The migration utility is free, and an Intuit rep will move the data over the phone at no charge. Three details trap owners:

  • Payroll history vanishes. Past paychecks turn into flat, standard checks. Historical detail must be rebuilt by hand. This is what fills the support forums with nightmare stories.
  • Old reports do not map. Run your historical profit and loss statements and balance sheets as PDFs first. Re-creating those exact numbers inside Online later is brutal.
  • The clock ticks. You have exactly 90 days to import Desktop data after creating an Online profile. If you miss that window, you start over with a blank file.

Migrate at the start of your fiscal year if you take this path. A clean cutover beats trying to audit a mid-year system split.

Option 3: Leave Intuit

A forced migration is also a chance to shop around. If you're going to learn new software anyway, it doesn't have to be Intuit's.

  • Xero runs $25 to $90 a month and includes unlimited users on every plan, which QuickBooks charges extra for. It has a built-in import tool for QuickBooks files.
  • Wave is free for core accounting and invoicing. The paid tier is about $19 a month. Best fit for service businesses without inventory.
  • Zoho Books has a free plan for businesses under $50,000 in annual revenue, then starts at $20 a month.
  • FreshBooks starts at $23 a month and is built mostly for freelancers and very small service shops.

The commercial reality: nearly every bookkeeper and accountant in America knows QuickBooks. Far fewer know Xero. Almost none know Wave or Zoho. Ask your outside CPA (if you have one) what platforms they support before purchasing anything. A cheap app costs more than it saves if your accountant bills you double time to decipher it.

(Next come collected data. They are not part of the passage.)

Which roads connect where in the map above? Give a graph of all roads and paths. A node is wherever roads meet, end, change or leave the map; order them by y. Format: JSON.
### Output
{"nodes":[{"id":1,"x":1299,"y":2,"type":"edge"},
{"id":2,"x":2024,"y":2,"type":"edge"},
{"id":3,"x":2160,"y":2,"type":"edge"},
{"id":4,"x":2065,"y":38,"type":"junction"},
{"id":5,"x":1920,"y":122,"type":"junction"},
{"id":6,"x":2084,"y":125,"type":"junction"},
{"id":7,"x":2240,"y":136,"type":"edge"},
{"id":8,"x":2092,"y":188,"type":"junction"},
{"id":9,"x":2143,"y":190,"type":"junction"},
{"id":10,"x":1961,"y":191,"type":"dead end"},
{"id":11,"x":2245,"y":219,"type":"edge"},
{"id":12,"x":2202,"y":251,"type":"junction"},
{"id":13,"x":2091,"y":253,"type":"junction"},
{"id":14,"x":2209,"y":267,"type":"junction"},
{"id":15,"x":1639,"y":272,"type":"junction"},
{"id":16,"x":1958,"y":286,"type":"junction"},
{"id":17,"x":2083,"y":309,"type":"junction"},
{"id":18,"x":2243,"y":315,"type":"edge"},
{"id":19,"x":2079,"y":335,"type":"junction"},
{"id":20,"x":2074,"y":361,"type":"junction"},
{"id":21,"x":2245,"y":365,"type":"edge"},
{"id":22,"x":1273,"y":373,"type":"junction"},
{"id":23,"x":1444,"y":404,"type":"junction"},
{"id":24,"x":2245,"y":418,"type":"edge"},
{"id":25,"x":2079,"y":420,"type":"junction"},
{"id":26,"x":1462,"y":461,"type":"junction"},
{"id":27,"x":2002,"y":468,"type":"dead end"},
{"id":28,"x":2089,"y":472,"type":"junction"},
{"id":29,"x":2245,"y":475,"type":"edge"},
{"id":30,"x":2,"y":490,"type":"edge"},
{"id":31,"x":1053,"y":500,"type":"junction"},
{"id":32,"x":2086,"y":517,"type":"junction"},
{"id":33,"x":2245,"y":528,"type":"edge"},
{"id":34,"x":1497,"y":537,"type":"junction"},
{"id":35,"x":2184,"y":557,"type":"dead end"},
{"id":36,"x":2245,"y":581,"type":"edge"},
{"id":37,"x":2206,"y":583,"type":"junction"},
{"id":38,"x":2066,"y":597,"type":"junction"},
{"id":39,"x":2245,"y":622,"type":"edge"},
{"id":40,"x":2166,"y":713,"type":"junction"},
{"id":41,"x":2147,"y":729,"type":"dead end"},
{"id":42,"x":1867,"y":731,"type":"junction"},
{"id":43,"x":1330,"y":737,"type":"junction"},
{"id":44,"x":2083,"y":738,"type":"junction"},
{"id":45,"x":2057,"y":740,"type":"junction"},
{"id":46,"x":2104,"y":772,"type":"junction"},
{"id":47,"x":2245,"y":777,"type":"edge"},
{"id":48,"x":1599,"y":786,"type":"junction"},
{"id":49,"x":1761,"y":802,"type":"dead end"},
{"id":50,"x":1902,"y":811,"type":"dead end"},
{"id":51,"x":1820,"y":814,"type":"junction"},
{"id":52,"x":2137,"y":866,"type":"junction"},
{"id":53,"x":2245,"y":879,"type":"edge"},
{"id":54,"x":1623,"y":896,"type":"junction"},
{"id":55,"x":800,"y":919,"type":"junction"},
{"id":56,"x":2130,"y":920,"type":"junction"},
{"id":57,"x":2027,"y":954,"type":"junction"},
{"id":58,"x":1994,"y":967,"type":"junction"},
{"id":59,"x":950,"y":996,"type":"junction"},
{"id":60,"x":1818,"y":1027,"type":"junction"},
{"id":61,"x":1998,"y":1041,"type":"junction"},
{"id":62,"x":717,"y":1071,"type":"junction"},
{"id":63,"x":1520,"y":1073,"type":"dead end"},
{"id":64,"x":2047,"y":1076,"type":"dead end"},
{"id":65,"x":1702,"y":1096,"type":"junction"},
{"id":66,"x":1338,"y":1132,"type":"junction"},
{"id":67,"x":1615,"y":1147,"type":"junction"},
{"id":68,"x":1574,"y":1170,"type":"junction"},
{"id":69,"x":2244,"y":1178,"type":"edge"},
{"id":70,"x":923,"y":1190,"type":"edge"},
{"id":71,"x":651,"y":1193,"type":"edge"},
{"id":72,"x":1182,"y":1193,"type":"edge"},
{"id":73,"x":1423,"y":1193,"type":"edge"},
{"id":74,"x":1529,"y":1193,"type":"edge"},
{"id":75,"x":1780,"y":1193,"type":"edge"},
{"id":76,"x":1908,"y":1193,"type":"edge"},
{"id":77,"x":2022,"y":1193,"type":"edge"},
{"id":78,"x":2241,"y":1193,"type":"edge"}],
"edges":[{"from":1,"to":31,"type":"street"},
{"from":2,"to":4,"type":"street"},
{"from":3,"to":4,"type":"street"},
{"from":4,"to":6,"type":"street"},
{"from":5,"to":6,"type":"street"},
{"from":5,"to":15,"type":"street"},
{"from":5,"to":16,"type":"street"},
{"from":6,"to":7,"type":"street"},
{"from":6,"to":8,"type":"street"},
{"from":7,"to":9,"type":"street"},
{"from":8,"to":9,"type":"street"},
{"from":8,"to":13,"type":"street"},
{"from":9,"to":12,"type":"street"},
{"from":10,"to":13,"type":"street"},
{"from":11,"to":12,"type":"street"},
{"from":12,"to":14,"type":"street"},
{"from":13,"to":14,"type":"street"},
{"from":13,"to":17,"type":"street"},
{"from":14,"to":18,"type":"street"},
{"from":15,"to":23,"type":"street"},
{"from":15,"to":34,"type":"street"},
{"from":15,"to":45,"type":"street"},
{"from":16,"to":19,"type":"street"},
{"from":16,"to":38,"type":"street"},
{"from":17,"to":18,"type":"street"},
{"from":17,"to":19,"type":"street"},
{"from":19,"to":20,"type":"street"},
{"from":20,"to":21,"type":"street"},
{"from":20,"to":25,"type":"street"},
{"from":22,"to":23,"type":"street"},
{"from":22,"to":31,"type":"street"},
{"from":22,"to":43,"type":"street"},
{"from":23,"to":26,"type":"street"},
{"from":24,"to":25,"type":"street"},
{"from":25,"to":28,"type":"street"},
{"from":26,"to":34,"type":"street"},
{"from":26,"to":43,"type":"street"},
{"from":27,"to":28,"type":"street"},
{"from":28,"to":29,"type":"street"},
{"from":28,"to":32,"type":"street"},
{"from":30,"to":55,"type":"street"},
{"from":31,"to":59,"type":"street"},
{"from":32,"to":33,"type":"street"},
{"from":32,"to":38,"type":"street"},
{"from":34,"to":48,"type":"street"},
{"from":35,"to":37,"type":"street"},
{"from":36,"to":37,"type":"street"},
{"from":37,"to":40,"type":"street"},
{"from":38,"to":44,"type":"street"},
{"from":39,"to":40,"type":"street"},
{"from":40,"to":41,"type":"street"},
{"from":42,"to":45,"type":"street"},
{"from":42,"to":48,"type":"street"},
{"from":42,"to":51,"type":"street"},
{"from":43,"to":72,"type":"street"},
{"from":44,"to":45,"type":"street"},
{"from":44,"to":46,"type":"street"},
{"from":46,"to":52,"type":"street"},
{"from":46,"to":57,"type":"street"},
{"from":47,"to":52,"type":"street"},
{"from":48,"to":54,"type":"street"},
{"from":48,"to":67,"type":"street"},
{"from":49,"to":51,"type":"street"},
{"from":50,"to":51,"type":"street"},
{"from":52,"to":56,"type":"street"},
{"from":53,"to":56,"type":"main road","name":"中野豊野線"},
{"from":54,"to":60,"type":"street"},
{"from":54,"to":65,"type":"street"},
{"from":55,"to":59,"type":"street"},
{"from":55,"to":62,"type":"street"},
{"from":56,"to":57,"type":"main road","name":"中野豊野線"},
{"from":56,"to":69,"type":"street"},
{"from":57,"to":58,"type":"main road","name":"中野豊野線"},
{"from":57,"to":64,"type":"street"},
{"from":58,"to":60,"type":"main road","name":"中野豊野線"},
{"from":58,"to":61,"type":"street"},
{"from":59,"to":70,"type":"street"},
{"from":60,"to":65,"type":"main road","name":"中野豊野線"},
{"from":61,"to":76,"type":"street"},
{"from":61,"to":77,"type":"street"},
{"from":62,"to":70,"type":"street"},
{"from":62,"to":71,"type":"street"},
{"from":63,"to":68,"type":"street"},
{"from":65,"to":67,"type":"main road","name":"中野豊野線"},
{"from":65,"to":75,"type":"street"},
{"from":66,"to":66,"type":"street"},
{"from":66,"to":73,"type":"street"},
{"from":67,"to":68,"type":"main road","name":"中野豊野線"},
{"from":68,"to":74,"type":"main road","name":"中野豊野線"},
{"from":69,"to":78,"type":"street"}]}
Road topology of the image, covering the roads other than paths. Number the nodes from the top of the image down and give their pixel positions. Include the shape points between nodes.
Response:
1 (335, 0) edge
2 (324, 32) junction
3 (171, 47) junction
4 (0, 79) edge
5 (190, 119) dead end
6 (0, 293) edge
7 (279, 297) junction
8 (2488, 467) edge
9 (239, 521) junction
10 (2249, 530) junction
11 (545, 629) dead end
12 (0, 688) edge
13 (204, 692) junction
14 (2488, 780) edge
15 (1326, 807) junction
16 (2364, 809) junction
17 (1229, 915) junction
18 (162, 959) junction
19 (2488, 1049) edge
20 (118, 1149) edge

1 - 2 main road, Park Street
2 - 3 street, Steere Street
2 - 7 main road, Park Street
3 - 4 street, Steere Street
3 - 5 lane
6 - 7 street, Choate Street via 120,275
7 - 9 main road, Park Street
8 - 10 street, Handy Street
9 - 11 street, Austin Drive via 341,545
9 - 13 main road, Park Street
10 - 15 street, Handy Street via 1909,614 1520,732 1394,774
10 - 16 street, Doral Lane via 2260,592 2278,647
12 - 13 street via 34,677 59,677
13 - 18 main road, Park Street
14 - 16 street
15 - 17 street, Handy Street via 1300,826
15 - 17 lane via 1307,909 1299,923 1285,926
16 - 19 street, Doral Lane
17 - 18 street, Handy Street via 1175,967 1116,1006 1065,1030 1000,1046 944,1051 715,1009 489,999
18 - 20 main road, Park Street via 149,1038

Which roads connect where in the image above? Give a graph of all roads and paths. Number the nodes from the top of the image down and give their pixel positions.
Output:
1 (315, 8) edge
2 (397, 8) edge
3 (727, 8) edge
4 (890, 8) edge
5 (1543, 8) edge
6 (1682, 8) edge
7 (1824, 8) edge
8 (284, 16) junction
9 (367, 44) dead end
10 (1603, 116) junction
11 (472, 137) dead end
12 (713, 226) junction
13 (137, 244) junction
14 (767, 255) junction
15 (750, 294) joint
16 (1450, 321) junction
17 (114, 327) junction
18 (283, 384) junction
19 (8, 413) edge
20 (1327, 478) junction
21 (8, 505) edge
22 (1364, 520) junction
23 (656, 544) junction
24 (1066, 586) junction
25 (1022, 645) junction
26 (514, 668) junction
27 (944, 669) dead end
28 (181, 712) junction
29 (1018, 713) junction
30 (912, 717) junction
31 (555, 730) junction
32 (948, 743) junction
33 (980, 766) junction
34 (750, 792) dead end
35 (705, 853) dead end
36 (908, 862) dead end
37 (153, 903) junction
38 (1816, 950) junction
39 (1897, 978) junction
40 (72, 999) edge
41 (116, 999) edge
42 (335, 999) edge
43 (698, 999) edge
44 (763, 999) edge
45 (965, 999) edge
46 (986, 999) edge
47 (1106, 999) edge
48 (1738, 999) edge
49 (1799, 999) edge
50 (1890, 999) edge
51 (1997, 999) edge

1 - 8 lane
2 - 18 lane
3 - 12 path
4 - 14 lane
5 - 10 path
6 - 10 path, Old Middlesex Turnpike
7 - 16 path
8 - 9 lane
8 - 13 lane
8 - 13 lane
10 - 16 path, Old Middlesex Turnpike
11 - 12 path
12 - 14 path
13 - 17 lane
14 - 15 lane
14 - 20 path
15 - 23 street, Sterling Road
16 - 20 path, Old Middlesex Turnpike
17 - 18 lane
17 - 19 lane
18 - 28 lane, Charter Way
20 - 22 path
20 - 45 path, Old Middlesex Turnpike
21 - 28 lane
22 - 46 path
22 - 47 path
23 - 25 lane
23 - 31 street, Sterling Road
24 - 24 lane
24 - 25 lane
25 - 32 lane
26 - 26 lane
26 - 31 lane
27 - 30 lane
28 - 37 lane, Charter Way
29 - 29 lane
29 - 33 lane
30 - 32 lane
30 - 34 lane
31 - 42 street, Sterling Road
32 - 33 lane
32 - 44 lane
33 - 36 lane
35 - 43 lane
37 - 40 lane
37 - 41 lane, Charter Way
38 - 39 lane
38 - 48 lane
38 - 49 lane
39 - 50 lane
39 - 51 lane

Yearly cost comparison: Desktop Pro Plus renewal $1,149, QuickBooks Online Plus $1,380, Simple Start $456, Xero $660, Zoho Books $0 to $240, Wave $0 to $228.

A few steps to take no matter what you choose

  1. Press F2 in QuickBooks and confirm your version year. That number sets your deadline.
  2. Save your historical reports as PDFs now. Profit and loss and balance sheet for every year you might ever need. Audits and loan applications don't care that you switched software.
  3. Export your lists. Chart of accounts, customers, vendors. Every alternative can import them.
  4. Talk to your bookkeeper or accountant before you commit to anything. Their answer might make the decision for you.

None of this has to happen this week, unless you're on Desktop 2023 running payroll. Then it should. For everyone else, you have time to do this right.